> WHAT TO PRODUCE
Should the entries contain pictures, leave them out and return exactly the lines from the first through the line holding "--surface:#fff; --page:#f2f2f2; --text:#222;".

MATERIAL FOR THE TASK Block Start

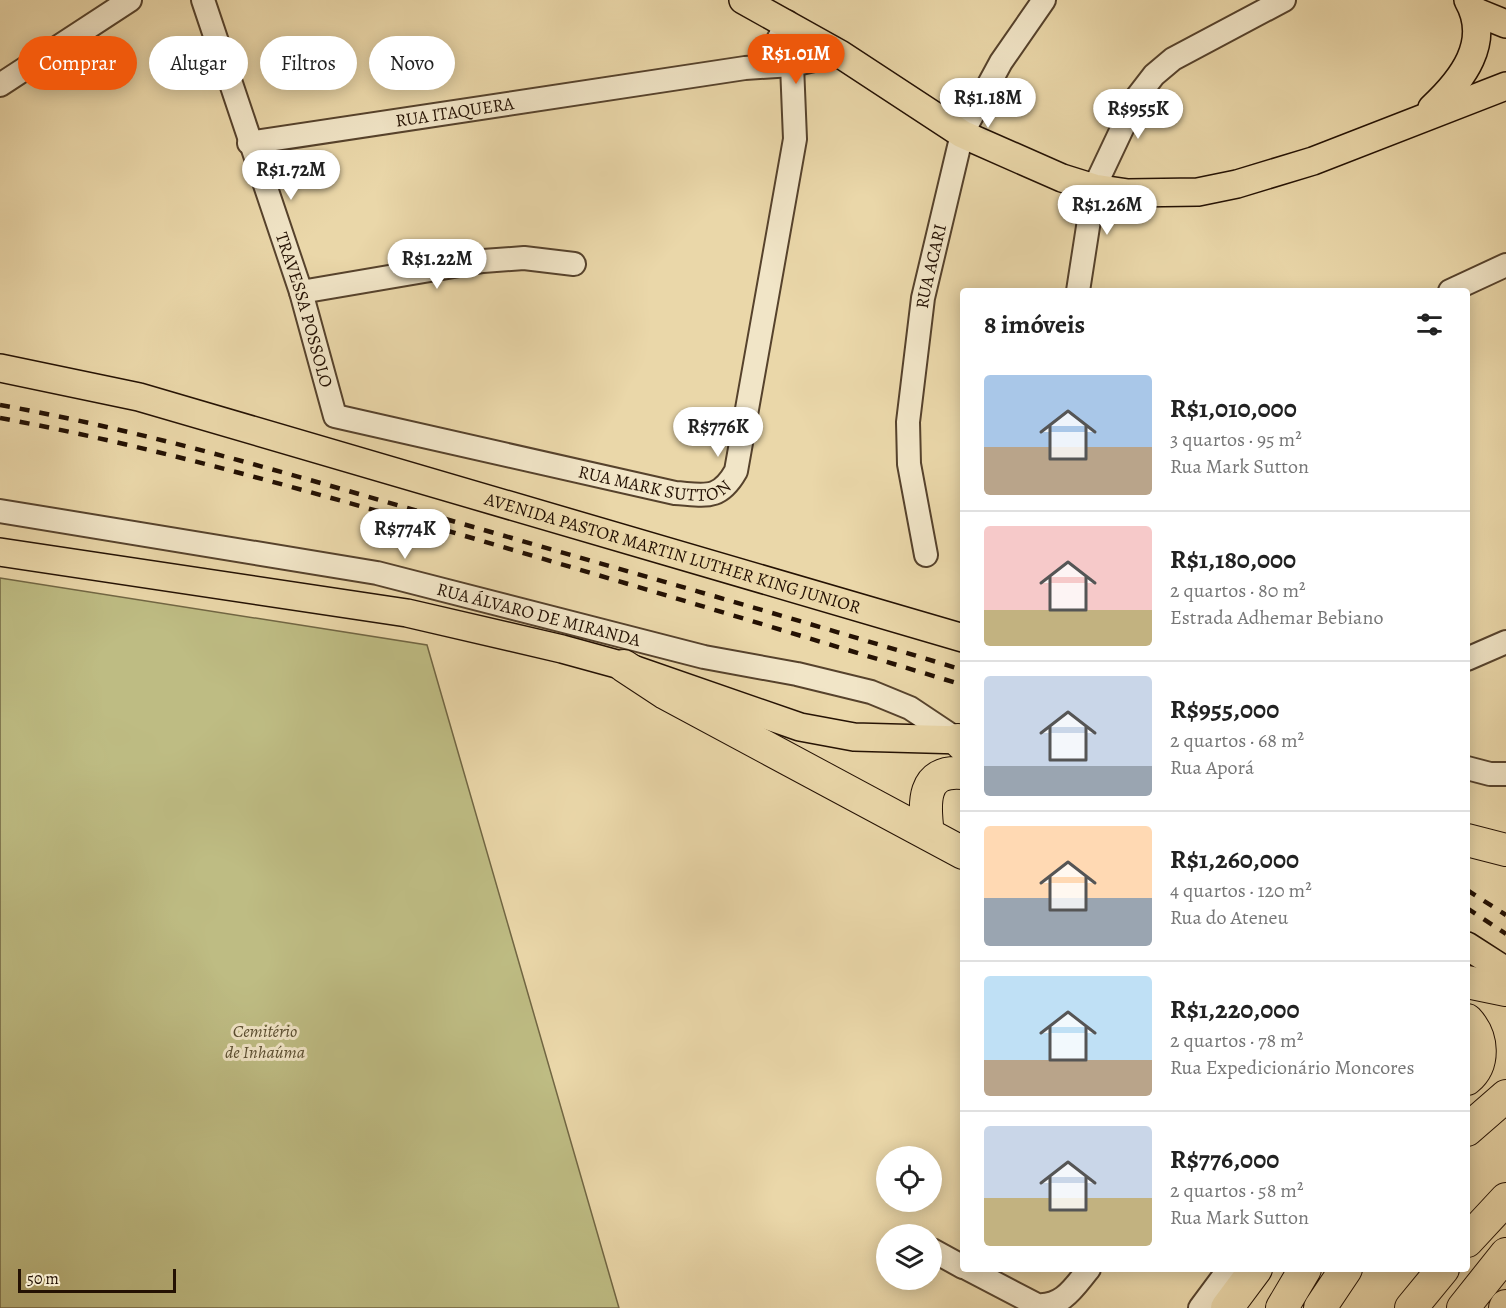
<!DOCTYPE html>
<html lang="pt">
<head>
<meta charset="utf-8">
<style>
  :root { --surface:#fff; --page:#f2f2f2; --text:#222; --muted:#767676; --line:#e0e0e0; --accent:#ea580c }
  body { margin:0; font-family:Alegreya,serif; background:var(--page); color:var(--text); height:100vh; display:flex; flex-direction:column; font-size:22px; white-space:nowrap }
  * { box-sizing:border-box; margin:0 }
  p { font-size:20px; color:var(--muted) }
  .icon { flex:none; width:33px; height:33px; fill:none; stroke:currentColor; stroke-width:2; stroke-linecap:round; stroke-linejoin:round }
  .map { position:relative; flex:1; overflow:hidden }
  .details { position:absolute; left:960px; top:288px; width:510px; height:984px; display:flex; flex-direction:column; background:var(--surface); border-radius:6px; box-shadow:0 3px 15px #0003 }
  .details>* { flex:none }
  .guide { position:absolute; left:18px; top:36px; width:570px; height:54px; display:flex; gap:12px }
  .buttons { position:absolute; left:876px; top:1146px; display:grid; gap:12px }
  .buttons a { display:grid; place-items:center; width:66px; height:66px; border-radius:50%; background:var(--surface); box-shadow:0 3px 15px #0003; font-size:30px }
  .scale { position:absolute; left:18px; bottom:15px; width:158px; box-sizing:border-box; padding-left:6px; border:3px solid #241103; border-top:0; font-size:16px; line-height:21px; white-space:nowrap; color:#241103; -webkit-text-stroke:4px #f1e5c7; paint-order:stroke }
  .price { position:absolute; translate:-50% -51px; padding:0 14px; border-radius:21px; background:#fff; color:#222; font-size:20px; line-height:39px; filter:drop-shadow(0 2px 3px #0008) }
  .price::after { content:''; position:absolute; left:50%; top:36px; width:18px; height:14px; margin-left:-9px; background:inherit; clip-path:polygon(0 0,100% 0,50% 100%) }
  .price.selected { background:var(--accent); color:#fff }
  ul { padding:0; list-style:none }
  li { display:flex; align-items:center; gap:18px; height:150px; padding:0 24px }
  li+li { border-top:2px solid var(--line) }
  li span { display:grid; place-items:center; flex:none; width:168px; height:120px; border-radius:6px; color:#555 }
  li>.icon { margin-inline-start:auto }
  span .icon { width:72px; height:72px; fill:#fffc; stroke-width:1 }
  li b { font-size:26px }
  h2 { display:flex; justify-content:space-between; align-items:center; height:72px; padding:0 24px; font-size:26px }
  .chip { padding:0 21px; border-radius:27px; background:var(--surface); box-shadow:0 3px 15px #0003; font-size:21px; line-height:54px }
  .chip.selected { background:var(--accent); color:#fff }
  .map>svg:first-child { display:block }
  .green { fill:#bebc83; stroke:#716643; stroke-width:1.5 }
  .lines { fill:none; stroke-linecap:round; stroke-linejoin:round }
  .minor-casing { stroke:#56422c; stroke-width:26 }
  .major-casing { stroke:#241103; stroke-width:30 }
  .highway-casing { stroke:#241103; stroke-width:34 }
  .minor { stroke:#f1e5c7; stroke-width:22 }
  .major { stroke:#ead7a9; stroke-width:27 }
  .highway { stroke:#ead7a9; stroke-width:32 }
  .rail { stroke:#241103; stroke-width:4.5; stroke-dasharray:10 10; stroke-linecap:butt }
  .labels { text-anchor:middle; stroke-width:6; stroke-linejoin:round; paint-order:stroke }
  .street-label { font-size:18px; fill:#241103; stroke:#f1e5c7 }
  .park-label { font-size:18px; font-style:italic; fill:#5a4d30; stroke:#f1e5c7 }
</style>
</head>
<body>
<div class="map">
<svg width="1506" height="1308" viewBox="0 0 1506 1308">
  <rect width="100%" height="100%" fill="#ead7a9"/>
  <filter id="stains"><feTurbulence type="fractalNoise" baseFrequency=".00333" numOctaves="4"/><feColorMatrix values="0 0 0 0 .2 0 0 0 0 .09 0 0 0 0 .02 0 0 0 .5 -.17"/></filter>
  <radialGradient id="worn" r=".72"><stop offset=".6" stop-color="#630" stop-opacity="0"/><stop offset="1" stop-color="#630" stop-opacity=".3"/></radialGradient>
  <!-- green -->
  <path class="green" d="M 0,578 L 427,645 L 619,1308 L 0,1308 Z"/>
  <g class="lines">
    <defs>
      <g id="minor">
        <path id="s1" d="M 203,0 L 301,292 L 335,416 L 675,493 C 705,495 719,501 736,471 L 795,139 L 792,65"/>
        <path d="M 765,66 L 787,22"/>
        <path d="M 0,85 L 130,0"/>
        <path id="s2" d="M 249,143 L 745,68 L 792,65 L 840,54"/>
        <path d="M 1078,291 L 1094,188 L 1137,97 L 1154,75 L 1173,59 L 1284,0"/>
        <path d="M 1450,291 L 1506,265"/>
        <path d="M 301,292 L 483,261 L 524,258 L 574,264"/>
        <path id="s3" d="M 0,511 L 377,573 L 704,657 L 797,674 L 871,692 L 910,708 L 958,740"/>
        <path id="s4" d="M 926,555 L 909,464 L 908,422 L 923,298 L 962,134 L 1001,62 L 1044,0"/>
        <path d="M 1467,659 L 1506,642"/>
        <path d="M 1467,768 L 1490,774 L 1506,774"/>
        <path d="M 932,1250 L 963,1267"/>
        <path d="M 968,1269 L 1037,1305 C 1063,1307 1074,1287 1089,1269"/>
        <path d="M 1200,1308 L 1229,1269"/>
      </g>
      <g id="major">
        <path d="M 743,0 L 840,54 L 962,134 L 1062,178 L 1094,188 L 1128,193 L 1198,192 L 1237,184 L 1313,161 L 1506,86"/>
        <path d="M 1474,11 L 1506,24"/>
        <path d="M 1432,108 C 1462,80 1492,42 1468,0"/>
        <path id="s5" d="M 0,368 L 139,397 L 963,638"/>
        <path d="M 0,552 L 407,613 L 562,649 L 624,666 L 800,727 L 854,737 L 963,740"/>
        <path d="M 1467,946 L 1506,971"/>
      </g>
      <path id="highway" d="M 624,666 L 665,693 L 963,853
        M 958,740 L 963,745
        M 928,834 C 924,804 921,769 963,773
        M 1467,840 L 1506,850
        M 1467,982 L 1506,990
        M 1467,1020 C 1483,1037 1485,1064 1467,1079
        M 1467,1130 L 1506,1096
        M 1467,1241 L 1506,1199
        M 1227,1308 L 1256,1269
        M 1282,1308 L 1305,1269
        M 1320,1308 L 1346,1269
        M 1411,1308 L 1443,1269
        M 1463,1308 L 1506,1254
        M 1505,1308 L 1506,1306"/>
    </defs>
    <!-- minor casing -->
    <use href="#minor" class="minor-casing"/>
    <!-- major casing -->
    <use href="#major" class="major-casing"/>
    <!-- highway casing -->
    <use href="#highway" class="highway-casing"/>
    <!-- minor -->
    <use href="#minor" class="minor"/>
    <!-- major -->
    <use href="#major" class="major"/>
    <!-- highway -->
    <use href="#highway" class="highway"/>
    <!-- rail -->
    <path class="rail" d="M 0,405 C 150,432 296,476 442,518 C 616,568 790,617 963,670
      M 0,418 C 152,446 300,489 448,531 C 620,581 792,633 963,685
      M 1467,890 L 1506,915
      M 1467,908 L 1506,934"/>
  </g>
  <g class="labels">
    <!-- street labels -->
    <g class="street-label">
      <text dy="6" stroke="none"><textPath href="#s2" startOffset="208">RUA ITAQUERA</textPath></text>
      <text dy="6" stroke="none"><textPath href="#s4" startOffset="292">RUA ACARI</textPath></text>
      <text dy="6" stroke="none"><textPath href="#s1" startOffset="326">TRAVESSA POSSOLO</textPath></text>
      <text dy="6" stroke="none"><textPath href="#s1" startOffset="764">RUA MARK SUTTON</textPath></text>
      <text dy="6" stroke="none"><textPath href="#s5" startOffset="698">AVENIDA PASTOR MARTIN LUTHER KING JUNIOR</textPath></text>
      <text dy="6" stroke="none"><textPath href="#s3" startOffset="549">RUA ÁLVARO DE MIRANDA</textPath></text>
    </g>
    <!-- park labels -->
    <g class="park-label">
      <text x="265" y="1037">Cemitério<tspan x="265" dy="21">de Inhaúma</tspan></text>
    </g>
  </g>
  <rect width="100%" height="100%" filter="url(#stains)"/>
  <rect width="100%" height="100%" fill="url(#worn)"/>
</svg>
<div class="buttons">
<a><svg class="icon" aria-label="locate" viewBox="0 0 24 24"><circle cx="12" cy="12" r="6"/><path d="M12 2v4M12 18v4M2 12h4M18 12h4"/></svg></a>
<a><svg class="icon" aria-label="layers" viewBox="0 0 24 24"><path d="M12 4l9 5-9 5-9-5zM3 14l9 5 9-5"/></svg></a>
</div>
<div class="scale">50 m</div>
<b class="price selected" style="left:796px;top:85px">R$1.01M</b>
<b class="price" style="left:988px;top:129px">R$1.18M</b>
<b class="price" style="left:1138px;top:140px">R$955K</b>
<b class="price" style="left:291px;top:201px">R$1.72M</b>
<b class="price" style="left:1107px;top:236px">R$1.26M</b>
<b class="price" style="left:437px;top:290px">R$1.22M</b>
<b class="price" style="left:718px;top:458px">R$776K</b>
<b class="price" style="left:405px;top:560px">R$774K</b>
<div class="guide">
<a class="chip selected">Comprar</a>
<a class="chip">Alugar</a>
<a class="chip">Filtros</a>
<a class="chip">Novo</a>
</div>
<section class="details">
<h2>8 imóveis<svg class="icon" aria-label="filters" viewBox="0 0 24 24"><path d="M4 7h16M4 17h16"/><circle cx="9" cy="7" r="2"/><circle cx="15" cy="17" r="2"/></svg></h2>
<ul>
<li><span style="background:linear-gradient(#a9c7e8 60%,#b9a48a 0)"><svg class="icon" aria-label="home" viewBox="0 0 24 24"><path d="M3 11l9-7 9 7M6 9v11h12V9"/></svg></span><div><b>R$1,010,000</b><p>3 quartos · 95 m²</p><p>Rua Mark Sutton</p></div></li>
<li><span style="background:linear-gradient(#f6c9c9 70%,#c2b280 0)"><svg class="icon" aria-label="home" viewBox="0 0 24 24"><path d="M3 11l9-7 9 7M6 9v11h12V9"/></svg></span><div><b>R$1,180,000</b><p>2 quartos · 80 m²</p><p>Estrada Adhemar Bebiano</p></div></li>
<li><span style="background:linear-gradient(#c9d6e8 75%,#9aa5b1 0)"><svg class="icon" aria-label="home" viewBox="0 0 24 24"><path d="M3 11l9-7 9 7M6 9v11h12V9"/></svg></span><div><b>R$955,000</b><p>2 quartos · 68 m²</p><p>Rua Aporá</p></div></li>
<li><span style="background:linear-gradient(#ffd9b3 60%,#9aa5b1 0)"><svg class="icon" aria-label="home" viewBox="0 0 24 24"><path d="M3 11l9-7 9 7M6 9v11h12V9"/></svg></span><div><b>R$1,260,000</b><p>4 quartos · 120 m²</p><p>Rua do Ateneu</p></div></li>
<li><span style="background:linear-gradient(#bfe0f5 70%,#b9a48a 0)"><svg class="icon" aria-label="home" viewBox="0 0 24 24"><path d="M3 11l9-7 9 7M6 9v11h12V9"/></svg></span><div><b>R$1,220,000</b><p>2 quartos · 78 m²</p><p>Rua Expedicionário Moncores</p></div></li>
<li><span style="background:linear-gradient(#c9d6e8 60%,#c2b280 0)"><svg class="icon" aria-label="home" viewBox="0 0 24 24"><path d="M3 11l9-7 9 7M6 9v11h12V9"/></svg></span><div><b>R$776,000</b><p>2 quartos · 58 m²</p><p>Rua Mark Sutton</p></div></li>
</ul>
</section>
</div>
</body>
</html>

MATERIAL FOR THE TASK Block End

> RESULT OF THIS TASK
<!DOCTYPE html>
<html lang="pt">
<head>
<meta charset="utf-8">
<style>
  :root { --surface:#fff; --page:#f2f2f2; --text:#222; --muted:#767676; --line:#e0e0e0; --accent:#ea580c }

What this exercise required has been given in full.